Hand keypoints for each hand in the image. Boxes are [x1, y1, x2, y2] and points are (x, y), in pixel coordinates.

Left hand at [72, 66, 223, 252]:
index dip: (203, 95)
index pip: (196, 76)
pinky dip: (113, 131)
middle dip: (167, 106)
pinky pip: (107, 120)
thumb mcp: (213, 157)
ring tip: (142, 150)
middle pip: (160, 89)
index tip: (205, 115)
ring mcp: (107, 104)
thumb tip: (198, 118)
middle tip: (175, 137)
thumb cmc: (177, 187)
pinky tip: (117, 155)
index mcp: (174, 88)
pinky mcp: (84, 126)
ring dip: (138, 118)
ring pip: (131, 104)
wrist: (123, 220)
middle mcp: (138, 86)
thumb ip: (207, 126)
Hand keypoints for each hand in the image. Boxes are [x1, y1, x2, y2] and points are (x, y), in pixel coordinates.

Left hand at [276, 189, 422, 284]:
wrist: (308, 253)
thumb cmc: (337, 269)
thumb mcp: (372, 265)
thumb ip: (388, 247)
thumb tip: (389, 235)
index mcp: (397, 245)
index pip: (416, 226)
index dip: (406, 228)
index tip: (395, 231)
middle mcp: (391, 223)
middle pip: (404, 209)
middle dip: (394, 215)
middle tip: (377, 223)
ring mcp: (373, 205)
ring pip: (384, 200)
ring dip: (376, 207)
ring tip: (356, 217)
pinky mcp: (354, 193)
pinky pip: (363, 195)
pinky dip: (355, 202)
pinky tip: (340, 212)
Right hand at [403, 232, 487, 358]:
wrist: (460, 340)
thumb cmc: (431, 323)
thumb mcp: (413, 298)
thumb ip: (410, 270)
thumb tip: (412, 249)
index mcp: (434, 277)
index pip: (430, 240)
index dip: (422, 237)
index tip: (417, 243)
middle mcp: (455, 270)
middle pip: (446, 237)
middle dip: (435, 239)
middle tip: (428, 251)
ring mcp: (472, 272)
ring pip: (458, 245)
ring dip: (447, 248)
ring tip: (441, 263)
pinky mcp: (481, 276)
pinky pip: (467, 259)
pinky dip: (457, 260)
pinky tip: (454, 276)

--------

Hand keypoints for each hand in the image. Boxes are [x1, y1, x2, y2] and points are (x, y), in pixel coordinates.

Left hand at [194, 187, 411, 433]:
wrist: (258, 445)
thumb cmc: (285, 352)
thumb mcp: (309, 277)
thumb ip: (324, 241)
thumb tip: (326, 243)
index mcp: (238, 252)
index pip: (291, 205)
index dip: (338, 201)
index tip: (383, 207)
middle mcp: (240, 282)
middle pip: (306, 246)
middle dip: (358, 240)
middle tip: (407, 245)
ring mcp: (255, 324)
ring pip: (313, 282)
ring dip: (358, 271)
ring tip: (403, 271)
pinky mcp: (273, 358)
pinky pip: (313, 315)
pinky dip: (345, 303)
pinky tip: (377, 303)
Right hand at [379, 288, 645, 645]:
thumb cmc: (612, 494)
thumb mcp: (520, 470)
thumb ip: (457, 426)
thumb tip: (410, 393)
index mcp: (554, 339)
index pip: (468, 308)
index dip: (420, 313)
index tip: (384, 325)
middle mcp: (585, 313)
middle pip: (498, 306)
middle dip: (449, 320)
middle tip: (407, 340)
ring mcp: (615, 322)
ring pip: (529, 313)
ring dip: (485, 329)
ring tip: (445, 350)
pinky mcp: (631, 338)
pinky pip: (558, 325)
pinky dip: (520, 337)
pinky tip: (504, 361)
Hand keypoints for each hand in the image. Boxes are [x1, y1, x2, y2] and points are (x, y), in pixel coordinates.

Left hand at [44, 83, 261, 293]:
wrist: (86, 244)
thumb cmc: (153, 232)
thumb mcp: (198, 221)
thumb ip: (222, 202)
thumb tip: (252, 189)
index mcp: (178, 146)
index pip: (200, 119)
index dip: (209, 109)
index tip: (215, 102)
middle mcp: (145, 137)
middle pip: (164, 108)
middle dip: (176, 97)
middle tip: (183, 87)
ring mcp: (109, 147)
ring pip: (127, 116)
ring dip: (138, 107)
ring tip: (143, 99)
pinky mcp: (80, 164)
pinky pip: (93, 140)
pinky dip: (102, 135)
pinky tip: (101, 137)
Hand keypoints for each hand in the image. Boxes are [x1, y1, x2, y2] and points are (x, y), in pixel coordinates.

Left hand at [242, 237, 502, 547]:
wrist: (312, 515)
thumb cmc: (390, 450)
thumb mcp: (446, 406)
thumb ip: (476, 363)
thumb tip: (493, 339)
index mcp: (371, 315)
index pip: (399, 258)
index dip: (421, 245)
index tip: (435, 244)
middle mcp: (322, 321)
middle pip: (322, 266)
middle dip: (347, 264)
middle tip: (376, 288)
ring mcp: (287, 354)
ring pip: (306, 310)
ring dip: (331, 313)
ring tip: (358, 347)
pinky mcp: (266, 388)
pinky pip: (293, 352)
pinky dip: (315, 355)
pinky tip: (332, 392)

--------

# Exercise brief:
From the line holding "wrist: (312, 515)" to the line holding "pinky tip: (332, 392)", inclusive, restate each line above exactly as written.

# Reply:
wrist: (312, 515)
thumb cmc: (390, 450)
thumb mcp: (446, 406)
thumb ip: (476, 363)
thumb tip: (493, 339)
index mcp: (371, 315)
index pip: (399, 258)
index dip: (421, 245)
index tip: (435, 244)
middle mcp: (322, 321)
middle pip: (322, 266)
middle dip: (347, 264)
middle tip: (376, 288)
ring mcp: (287, 354)
ring pip: (306, 310)
ring dip: (331, 313)
ring tip: (358, 347)
pinky mcp: (266, 388)
pinky pip: (293, 352)
pinky dip: (315, 355)
pinky tip: (332, 392)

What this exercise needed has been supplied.